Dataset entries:
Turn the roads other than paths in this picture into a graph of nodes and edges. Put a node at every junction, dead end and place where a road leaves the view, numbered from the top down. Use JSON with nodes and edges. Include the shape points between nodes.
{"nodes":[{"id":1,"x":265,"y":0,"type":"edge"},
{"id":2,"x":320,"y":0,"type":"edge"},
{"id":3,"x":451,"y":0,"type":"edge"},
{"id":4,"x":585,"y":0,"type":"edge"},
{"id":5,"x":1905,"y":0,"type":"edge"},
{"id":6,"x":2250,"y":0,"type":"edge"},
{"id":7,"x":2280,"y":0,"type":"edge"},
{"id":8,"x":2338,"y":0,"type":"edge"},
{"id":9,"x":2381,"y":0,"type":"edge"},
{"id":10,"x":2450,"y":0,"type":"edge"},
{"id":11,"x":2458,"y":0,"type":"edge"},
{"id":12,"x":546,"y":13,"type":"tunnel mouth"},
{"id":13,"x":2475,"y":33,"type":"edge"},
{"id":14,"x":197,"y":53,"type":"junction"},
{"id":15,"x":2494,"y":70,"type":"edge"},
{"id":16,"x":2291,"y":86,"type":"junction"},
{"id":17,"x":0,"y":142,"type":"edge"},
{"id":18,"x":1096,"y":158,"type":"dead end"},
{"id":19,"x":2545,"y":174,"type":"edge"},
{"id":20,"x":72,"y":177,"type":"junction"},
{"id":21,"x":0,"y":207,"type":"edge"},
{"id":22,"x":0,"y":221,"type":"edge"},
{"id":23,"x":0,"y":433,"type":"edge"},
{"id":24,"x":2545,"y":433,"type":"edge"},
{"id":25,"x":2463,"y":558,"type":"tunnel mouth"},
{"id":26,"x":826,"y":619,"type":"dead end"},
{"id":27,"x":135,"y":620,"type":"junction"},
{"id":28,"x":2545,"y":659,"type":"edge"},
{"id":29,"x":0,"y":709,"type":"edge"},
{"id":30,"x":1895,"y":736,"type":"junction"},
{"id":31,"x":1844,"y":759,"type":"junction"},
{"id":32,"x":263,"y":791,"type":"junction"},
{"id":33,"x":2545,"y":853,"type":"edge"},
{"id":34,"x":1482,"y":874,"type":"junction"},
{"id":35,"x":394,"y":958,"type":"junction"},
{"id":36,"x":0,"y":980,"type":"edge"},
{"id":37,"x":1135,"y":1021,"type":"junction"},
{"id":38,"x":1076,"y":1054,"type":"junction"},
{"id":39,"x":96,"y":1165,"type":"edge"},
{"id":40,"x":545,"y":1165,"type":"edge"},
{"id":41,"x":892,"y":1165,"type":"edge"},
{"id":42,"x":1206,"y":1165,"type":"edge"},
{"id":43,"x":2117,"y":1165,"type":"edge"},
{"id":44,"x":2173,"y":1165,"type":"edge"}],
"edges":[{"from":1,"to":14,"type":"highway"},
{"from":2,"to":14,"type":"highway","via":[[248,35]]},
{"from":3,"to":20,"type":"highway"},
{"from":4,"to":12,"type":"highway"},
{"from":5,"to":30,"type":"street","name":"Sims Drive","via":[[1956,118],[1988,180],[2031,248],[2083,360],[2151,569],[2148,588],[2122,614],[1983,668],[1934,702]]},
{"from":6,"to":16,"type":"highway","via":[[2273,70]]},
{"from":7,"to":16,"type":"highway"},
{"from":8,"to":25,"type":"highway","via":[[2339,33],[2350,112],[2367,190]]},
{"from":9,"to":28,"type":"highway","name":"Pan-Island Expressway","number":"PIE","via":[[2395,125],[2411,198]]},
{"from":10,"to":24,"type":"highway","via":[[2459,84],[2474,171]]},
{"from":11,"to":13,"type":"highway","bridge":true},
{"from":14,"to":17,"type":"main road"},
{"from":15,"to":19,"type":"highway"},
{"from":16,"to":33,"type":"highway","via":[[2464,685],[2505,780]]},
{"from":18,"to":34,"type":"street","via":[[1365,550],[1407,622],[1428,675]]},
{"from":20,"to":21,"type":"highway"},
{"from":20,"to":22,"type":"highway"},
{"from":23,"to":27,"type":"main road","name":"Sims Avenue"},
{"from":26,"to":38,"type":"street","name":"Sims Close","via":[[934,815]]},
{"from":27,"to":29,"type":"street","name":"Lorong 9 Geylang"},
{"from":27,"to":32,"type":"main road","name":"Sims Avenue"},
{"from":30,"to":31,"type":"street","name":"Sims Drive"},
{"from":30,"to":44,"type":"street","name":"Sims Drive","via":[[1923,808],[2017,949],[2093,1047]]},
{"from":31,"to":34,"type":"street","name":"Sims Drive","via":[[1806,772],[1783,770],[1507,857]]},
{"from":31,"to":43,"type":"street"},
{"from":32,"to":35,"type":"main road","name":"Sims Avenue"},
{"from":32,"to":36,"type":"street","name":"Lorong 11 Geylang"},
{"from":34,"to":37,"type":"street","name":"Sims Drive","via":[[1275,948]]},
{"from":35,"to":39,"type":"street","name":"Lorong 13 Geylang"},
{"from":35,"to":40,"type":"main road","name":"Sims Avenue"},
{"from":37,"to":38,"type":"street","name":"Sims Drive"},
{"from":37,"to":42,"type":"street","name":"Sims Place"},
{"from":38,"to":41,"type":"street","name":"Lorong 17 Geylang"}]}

### [Task requirements]
Transcribe every line of the records exactly, please.

### [Written answer]
Turn the roads other than paths in this picture into a graph of nodes and edges. Put a node at every junction, dead end and place where a road leaves the view, numbered from the top down. Use JSON with nodes and edges. Include the shape points between nodes.
{"nodes":[{"id":1,"x":265,"y":0,"type":"edge"},
{"id":2,"x":320,"y":0,"type":"edge"},
{"id":3,"x":451,"y":0,"type":"edge"},
{"id":4,"x":585,"y":0,"type":"edge"},
{"id":5,"x":1905,"y":0,"type":"edge"},
{"id":6,"x":2250,"y":0,"type":"edge"},
{"id":7,"x":2280,"y":0,"type":"edge"},
{"id":8,"x":2338,"y":0,"type":"edge"},
{"id":9,"x":2381,"y":0,"type":"edge"},
{"id":10,"x":2450,"y":0,"type":"edge"},
{"id":11,"x":2458,"y":0,"type":"edge"},
{"id":12,"x":546,"y":13,"type":"tunnel mouth"},
{"id":13,"x":2475,"y":33,"type":"edge"},
{"id":14,"x":197,"y":53,"type":"junction"},
{"id":15,"x":2494,"y":70,"type":"edge"},
{"id":16,"x":2291,"y":86,"type":"junction"},
{"id":17,"x":0,"y":142,"type":"edge"},
{"id":18,"x":1096,"y":158,"type":"dead end"},
{"id":19,"x":2545,"y":174,"type":"edge"},
{"id":20,"x":72,"y":177,"type":"junction"},
{"id":21,"x":0,"y":207,"type":"edge"},
{"id":22,"x":0,"y":221,"type":"edge"},
{"id":23,"x":0,"y":433,"type":"edge"},
{"id":24,"x":2545,"y":433,"type":"edge"},
{"id":25,"x":2463,"y":558,"type":"tunnel mouth"},
{"id":26,"x":826,"y":619,"type":"dead end"},
{"id":27,"x":135,"y":620,"type":"junction"},
{"id":28,"x":2545,"y":659,"type":"edge"},
{"id":29,"x":0,"y":709,"type":"edge"},
{"id":30,"x":1895,"y":736,"type":"junction"},
{"id":31,"x":1844,"y":759,"type":"junction"},
{"id":32,"x":263,"y":791,"type":"junction"},
{"id":33,"x":2545,"y":853,"type":"edge"},
{"id":34,"x":1482,"y":874,"type":"junction"},
{"id":35,"x":394,"y":958,"type":"junction"},
{"id":36,"x":0,"y":980,"type":"edge"},
{"id":37,"x":1135,"y":1021,"type":"junction"},
{"id":38,"x":1076,"y":1054,"type":"junction"},
{"id":39,"x":96,"y":1165,"type":"edge"},
{"id":40,"x":545,"y":1165,"type":"edge"},
{"id":41,"x":892,"y":1165,"type":"edge"},
{"id":42,"x":1206,"y":1165,"type":"edge"},
{"id":43,"x":2117,"y":1165,"type":"edge"},
{"id":44,"x":2173,"y":1165,"type":"edge"}],
"edges":[{"from":1,"to":14,"type":"highway"},
{"from":2,"to":14,"type":"highway","via":[[248,35]]},
{"from":3,"to":20,"type":"highway"},
{"from":4,"to":12,"type":"highway"},
{"from":5,"to":30,"type":"street","name":"Sims Drive","via":[[1956,118],[1988,180],[2031,248],[2083,360],[2151,569],[2148,588],[2122,614],[1983,668],[1934,702]]},
{"from":6,"to":16,"type":"highway","via":[[2273,70]]},
{"from":7,"to":16,"type":"highway"},
{"from":8,"to":25,"type":"highway","via":[[2339,33],[2350,112],[2367,190]]},
{"from":9,"to":28,"type":"highway","name":"Pan-Island Expressway","number":"PIE","via":[[2395,125],[2411,198]]},
{"from":10,"to":24,"type":"highway","via":[[2459,84],[2474,171]]},
{"from":11,"to":13,"type":"highway","bridge":true},
{"from":14,"to":17,"type":"main road"},
{"from":15,"to":19,"type":"highway"},
{"from":16,"to":33,"type":"highway","via":[[2464,685],[2505,780]]},
{"from":18,"to":34,"type":"street","via":[[1365,550],[1407,622],[1428,675]]},
{"from":20,"to":21,"type":"highway"},
{"from":20,"to":22,"type":"highway"},
{"from":23,"to":27,"type":"main road","name":"Sims Avenue"},
{"from":26,"to":38,"type":"street","name":"Sims Close","via":[[934,815]]},
{"from":27,"to":29,"type":"street","name":"Lorong 9 Geylang"},
{"from":27,"to":32,"type":"main road","name":"Sims Avenue"},
{"from":30,"to":31,"type":"street","name":"Sims Drive"},
{"from":30,"to":44,"type":"street","name":"Sims Drive","via":[[1923,808],[2017,949],[2093,1047]]},
{"from":31,"to":34,"type":"street","name":"Sims Drive","via":[[1806,772],[1783,770],[1507,857]]},
{"from":31,"to":43,"type":"street"},
{"from":32,"to":35,"type":"main road","name":"Sims Avenue"},
{"from":32,"to":36,"type":"street","name":"Lorong 11 Geylang"},
{"from":34,"to":37,"type":"street","name":"Sims Drive","via":[[1275,948]]},
{"from":35,"to":39,"type":"street","name":"Lorong 13 Geylang"},
{"from":35,"to":40,"type":"main road","name":"Sims Avenue"},
{"from":37,"to":38,"type":"street","name":"Sims Drive"},
{"from":37,"to":42,"type":"street","name":"Sims Place"},
{"from":38,"to":41,"type":"street","name":"Lorong 17 Geylang"}]}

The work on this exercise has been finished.